== What is being asked ==
Find all lines in the records that include the word "dead", and copy them out.

(Stored data)
[Start of Attachment]
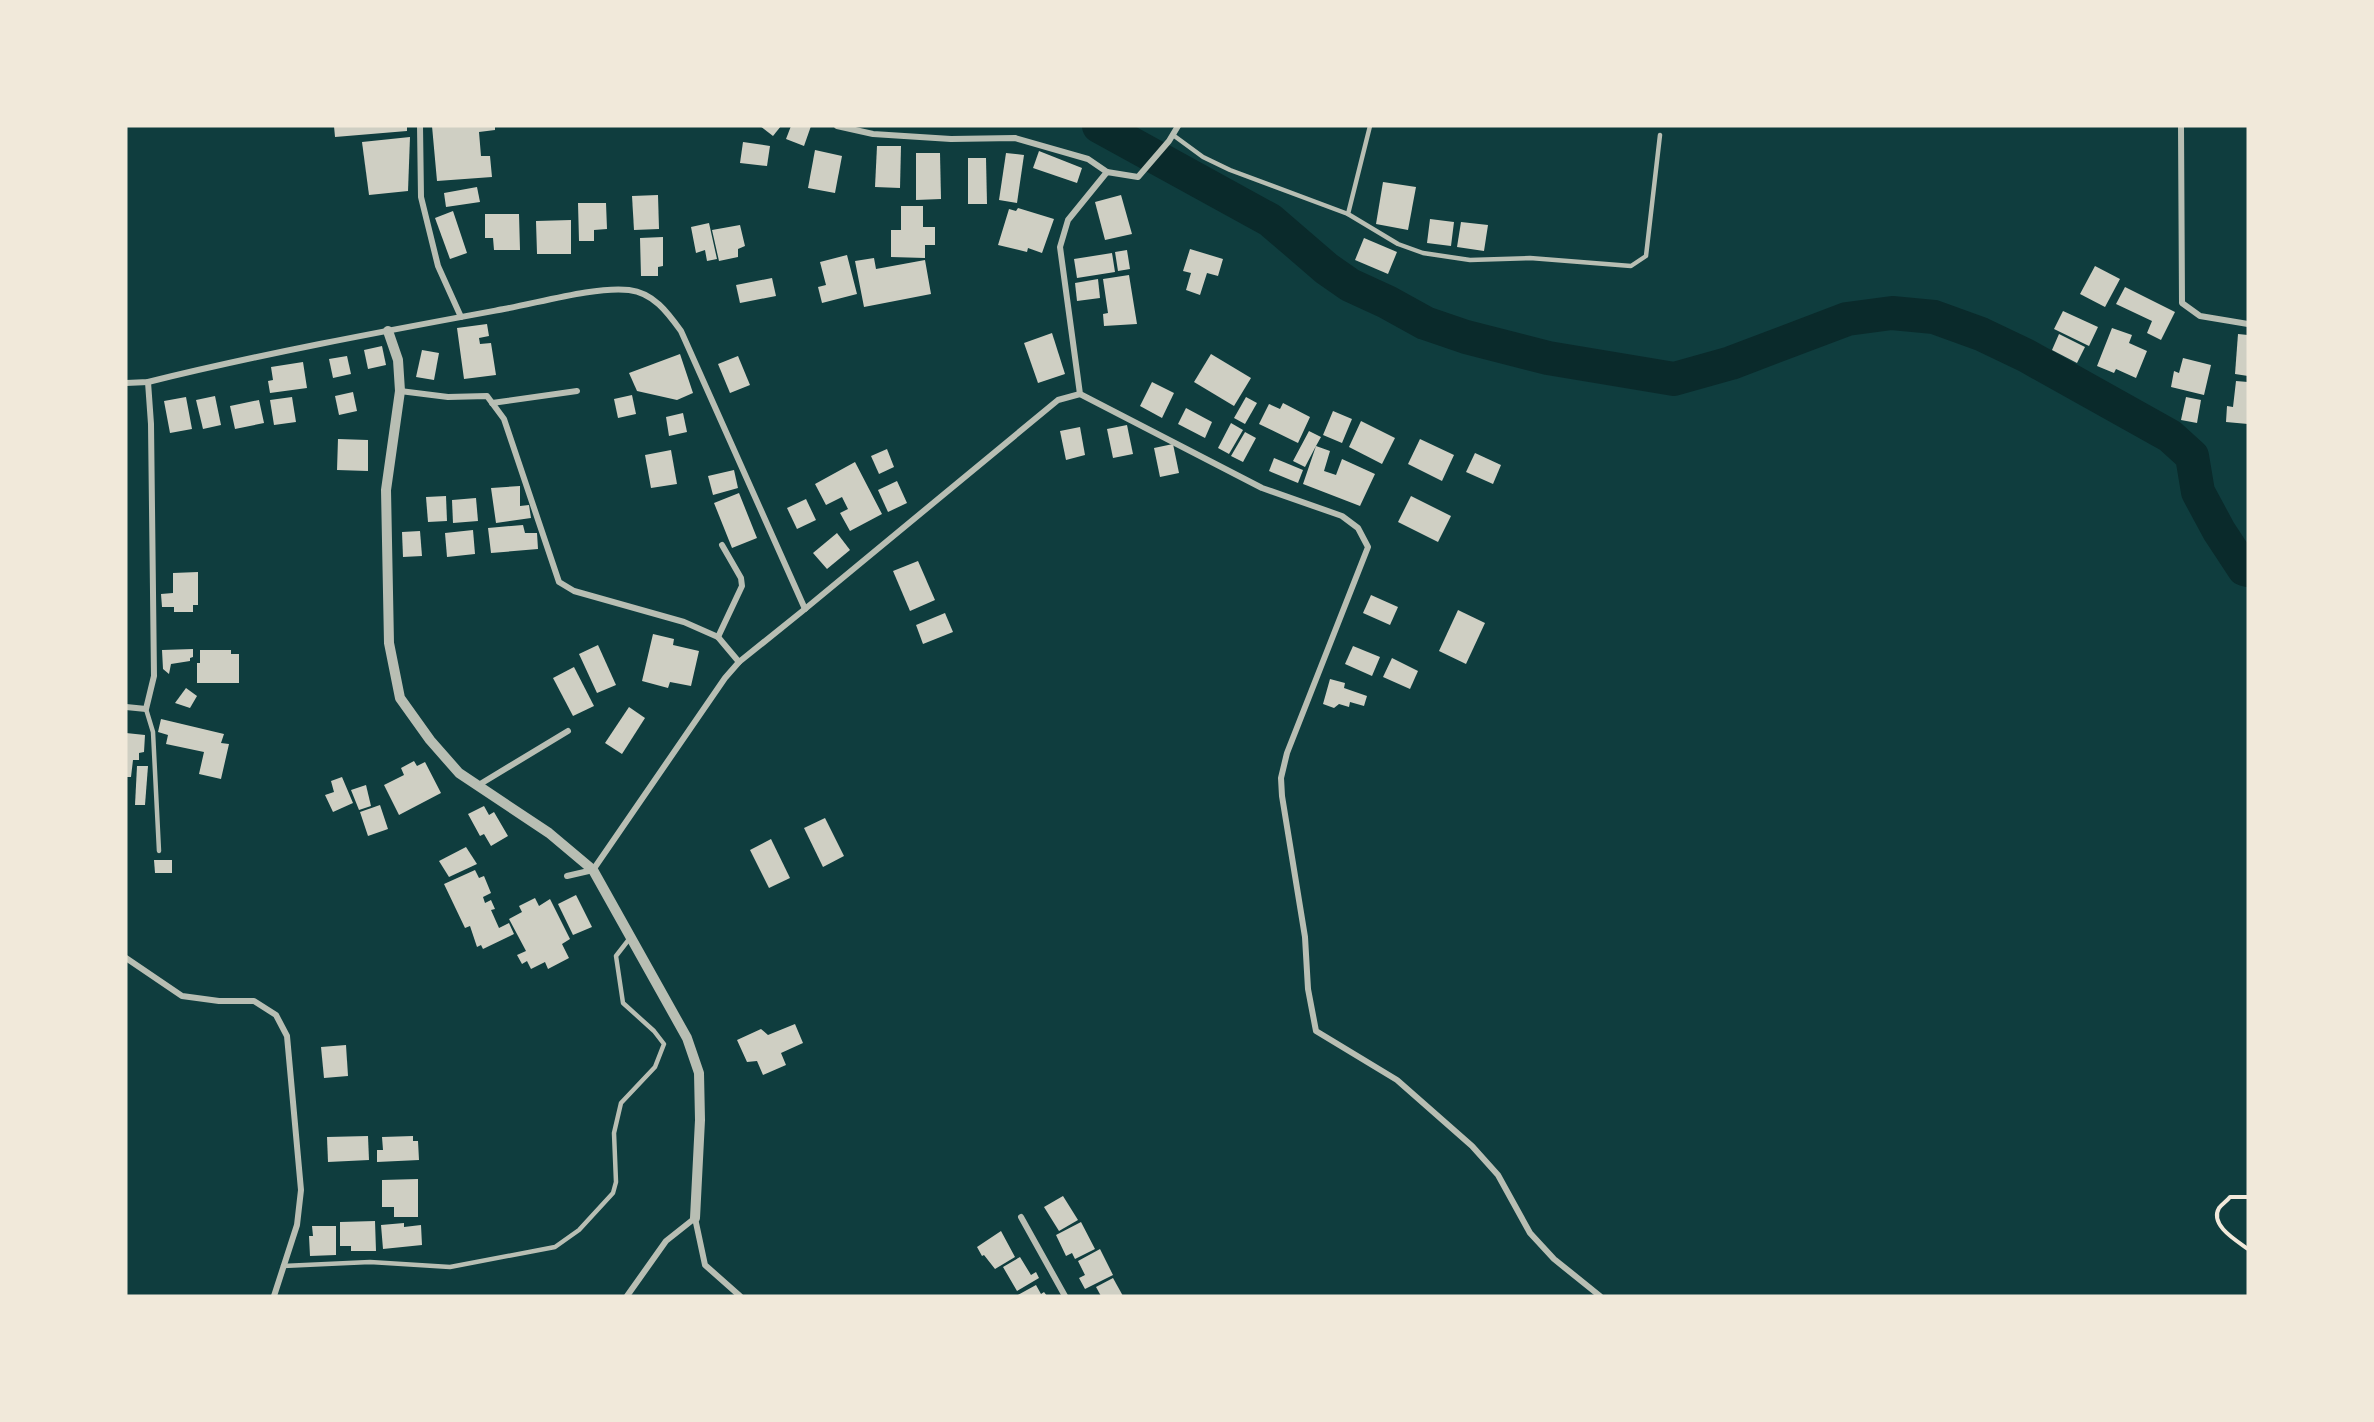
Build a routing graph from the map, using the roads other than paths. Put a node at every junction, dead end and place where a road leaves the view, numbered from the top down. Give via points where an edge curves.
1 (420, 126) edge
2 (837, 126) edge
3 (1178, 126) edge
4 (1370, 126) edge
5 (2181, 126) edge
6 (1660, 135) dead end
7 (1171, 138) junction
8 (1107, 172) junction
9 (1348, 214) junction
10 (461, 317) junction
11 (2248, 324) edge
12 (388, 331) junction
13 (148, 382) junction
14 (126, 383) edge
15 (400, 391) junction
16 (577, 391) dead end
17 (1080, 394) junction
18 (492, 403) junction
19 (722, 545) dead end
20 (805, 609) junction
21 (718, 637) junction
22 (739, 662) junction
23 (126, 707) edge
24 (146, 709) junction
25 (568, 731) dead end
26 (477, 786) junction
27 (159, 851) dead end
28 (593, 870) junction
29 (567, 876) dead end
30 (630, 938) junction
31 (126, 958) edge
32 (1021, 1217) dead end
33 (695, 1218) junction
34 (283, 1266) junction
35 (274, 1296) edge
36 (627, 1296) edge
37 (740, 1296) edge
38 (1065, 1296) edge
39 (1600, 1296) edge

1 - 10 street via 421,197 438,266
2 - 8 street via 873,134 1015,138 1088,159
3 - 7 street
4 - 9 lane
5 - 11 street via 2182,303 2199,316
6 - 9 lane via 1646,256 1631,266 1530,258 1470,260 1423,253 1398,244
7 - 8 street via 1138,177
7 - 9 lane via 1230,170
8 - 17 street via 1068,220 1060,247
10 - 12 street
10 - 20 street via 605,291 631,290 666,310 681,331
12 - 13 street
12 - 15 street via 398,360
13 - 14 street
13 - 24 street via 154,676
15 - 18 street via 487,396
15 - 26 street via 386,490 389,643 395,678 400,699 430,740 459,773
16 - 18 street
17 - 20 street via 1058,400
17 - 39 street via 1262,488 1342,516 1358,528 1368,547 1287,753 1281,778 1316,1030 1397,1080 1472,1146 1498,1175 1530,1233 1554,1259
18 - 21 street via 504,419 559,582 574,591 684,622
19 - 21 street via 742,585
20 - 22 street
21 - 22 street
22 - 28 street
23 - 24 street
24 - 27 lane via 153,732
25 - 26 street
26 - 28 street via 549,833
28 - 29 street
28 - 30 street
30 - 33 street via 687,1038 699,1073
30 - 34 lane via 616,956 623,1003 664,1044 655,1067 621,1103 614,1133 616,1182 612,1193 579,1230 555,1247 450,1267 370,1262
31 - 34 street via 182,996 254,1001 276,1015 287,1036 301,1190 297,1225
32 - 38 street
33 - 36 street via 666,1241
33 - 37 street via 705,1265
34 - 35 street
[End of Attachment]
== Output for this exercise ==
Build a routing graph from the map, using the roads other than paths. Put a node at every junction, dead end and place where a road leaves the view, numbered from the top down. Give via points where an edge curves.
6 (1660, 135) dead end
16 (577, 391) dead end
19 (722, 545) dead end
25 (568, 731) dead end
27 (159, 851) dead end
29 (567, 876) dead end
32 (1021, 1217) dead end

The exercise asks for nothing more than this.